Today's Gospel finds us in a time of intense teaching by Jesus. It must have left the Apostles agape with wonder. In the few lines before today's Gospel reading, John tells us that Jesus has just explained his relationship with the Father and the Holy Spirit.
Today, Jesus extends a message, makes an invitation to humility: as love binds me to the Father, so love binds me to you. Reading the words silently, to oneself so to speak, misses the thrill of hearing them read aloud.
Such reading brings out emphases and discovery. Jesus seems to say, "You know all you need to know about me: You are my friends – servants, followers no longer, but friends."
No, not "seems." Jesus says it clearly, "As the Father has loved me, so I have loved you; abide in my love. . . . No one has greater love than this, to lay down his life for one's friends. . . .
"I have called you friends, because I have made known to you everything that I have heard from my Father."
As we know the Apostles, at times puzzled, sometimes querulous, often bewildered, and on other occasions doubting, they persisted in spite of all and learned at last to teach and live as Jesus taught and lived.
Everyone who loves is born of God and knows God.
1 John 4.7
Their lives so formed pointed the way to acts of heroism, mercy, generosity and altruism through the centuries which followed. The world has had its rough spots, but in between it abounds with blossoms. How can we know them?
Sometimes they speak for themselves. I cherish the story of the 33 Chilean miners trapped by a mine collapse on Aug. 5, 2010 and entombed for 69 days. We all yearned for them, many of us prayed for them, an international team of mining engineers worked to rescue them.
Good for the people whose resolve to free them succeeded so brilliantly. The world rejoiced to see the blossom of love among the ruin.
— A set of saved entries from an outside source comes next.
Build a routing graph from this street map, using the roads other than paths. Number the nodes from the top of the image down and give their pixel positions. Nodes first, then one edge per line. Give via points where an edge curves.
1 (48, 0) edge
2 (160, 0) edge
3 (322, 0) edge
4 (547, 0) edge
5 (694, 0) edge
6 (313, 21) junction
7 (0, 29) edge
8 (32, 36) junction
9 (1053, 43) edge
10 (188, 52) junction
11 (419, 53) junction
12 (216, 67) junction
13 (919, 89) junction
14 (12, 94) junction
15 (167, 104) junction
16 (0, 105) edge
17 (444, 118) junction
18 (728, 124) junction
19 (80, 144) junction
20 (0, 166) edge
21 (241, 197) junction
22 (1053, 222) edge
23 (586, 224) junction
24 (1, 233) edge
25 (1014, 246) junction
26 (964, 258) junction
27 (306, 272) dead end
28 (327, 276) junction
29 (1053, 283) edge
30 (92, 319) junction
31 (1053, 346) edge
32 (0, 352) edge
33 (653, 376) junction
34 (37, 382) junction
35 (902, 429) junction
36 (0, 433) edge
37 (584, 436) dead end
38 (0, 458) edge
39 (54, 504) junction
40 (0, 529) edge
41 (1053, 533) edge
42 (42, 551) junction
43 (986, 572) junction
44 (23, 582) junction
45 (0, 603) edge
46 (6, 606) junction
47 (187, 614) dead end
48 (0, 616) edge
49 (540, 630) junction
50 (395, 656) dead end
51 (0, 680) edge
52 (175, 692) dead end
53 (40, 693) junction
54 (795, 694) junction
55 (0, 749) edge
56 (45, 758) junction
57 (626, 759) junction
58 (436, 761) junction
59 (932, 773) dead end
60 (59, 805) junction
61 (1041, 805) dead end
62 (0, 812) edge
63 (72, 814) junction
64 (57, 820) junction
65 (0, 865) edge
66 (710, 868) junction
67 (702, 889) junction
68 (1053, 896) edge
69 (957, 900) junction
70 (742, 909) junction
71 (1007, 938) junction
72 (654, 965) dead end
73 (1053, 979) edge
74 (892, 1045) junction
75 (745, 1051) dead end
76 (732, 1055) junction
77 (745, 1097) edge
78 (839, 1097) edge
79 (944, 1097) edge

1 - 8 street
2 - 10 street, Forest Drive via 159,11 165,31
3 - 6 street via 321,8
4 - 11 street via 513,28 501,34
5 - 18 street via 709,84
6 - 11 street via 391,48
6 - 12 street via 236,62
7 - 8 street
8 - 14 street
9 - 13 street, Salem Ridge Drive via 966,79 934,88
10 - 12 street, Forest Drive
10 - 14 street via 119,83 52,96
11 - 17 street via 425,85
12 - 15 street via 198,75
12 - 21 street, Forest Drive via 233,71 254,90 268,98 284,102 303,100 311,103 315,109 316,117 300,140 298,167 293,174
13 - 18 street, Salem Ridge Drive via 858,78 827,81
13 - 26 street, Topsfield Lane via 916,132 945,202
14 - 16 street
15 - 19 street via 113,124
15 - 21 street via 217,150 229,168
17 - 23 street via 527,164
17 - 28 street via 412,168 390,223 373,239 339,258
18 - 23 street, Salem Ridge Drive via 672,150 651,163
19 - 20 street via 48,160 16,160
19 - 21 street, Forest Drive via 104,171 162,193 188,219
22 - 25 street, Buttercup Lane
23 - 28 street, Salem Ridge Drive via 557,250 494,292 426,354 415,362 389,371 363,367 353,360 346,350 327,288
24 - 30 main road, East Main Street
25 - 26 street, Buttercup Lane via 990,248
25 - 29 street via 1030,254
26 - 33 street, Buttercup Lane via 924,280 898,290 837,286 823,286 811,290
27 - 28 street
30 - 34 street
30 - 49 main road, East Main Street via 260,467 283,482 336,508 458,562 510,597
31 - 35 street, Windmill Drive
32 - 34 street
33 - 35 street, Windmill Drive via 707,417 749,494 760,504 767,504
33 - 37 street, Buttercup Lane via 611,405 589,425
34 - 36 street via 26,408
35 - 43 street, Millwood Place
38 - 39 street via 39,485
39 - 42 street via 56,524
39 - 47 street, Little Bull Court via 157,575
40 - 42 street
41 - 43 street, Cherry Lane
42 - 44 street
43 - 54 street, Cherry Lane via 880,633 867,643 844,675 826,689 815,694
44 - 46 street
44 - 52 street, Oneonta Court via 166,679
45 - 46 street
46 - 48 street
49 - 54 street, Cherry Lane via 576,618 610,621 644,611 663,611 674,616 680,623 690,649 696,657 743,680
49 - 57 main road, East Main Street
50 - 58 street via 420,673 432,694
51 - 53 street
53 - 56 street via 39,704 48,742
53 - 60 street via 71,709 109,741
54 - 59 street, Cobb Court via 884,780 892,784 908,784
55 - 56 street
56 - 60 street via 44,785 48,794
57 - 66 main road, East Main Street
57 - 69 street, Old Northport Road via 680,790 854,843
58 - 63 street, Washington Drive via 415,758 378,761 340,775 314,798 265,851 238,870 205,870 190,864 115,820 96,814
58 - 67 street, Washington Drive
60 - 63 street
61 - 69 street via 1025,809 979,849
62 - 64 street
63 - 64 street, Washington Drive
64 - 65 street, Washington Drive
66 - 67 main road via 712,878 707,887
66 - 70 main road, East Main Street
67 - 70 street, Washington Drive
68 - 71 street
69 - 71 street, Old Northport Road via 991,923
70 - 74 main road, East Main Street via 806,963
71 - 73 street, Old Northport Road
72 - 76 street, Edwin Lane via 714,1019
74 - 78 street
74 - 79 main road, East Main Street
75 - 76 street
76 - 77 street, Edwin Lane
Sometimes gratitude reminds us. On last Oct. 6, Ed Stelmach, then premier of Alberta unveiled a statue in front of the Alberta Legislature. The statue declares gratitude to the nuns for their great and lasting contribution to the development of the West and its children.
Though he spoke from his own experience, Stelmach's words echoed in the memories of the many of us who learned from those women guided by the love which Jesus taught.
Sometimes the world cannot deny the beauty of the lives of our heroes – lives such as Pope John XXIII, Mother Teresa, Martin Luther King or Jean Vanier.
Sometimes a near moment can break into blossom: a woman almost completely abandoned by her mind, sat in a wheelchair in a care facility.
A roughly bearded electrician armed with his belt of clippers, nippers and clamps, the tools of his trade, espied her. He broke stride, leaned over to kiss her forehead, looked straight ahead and jangled on his way.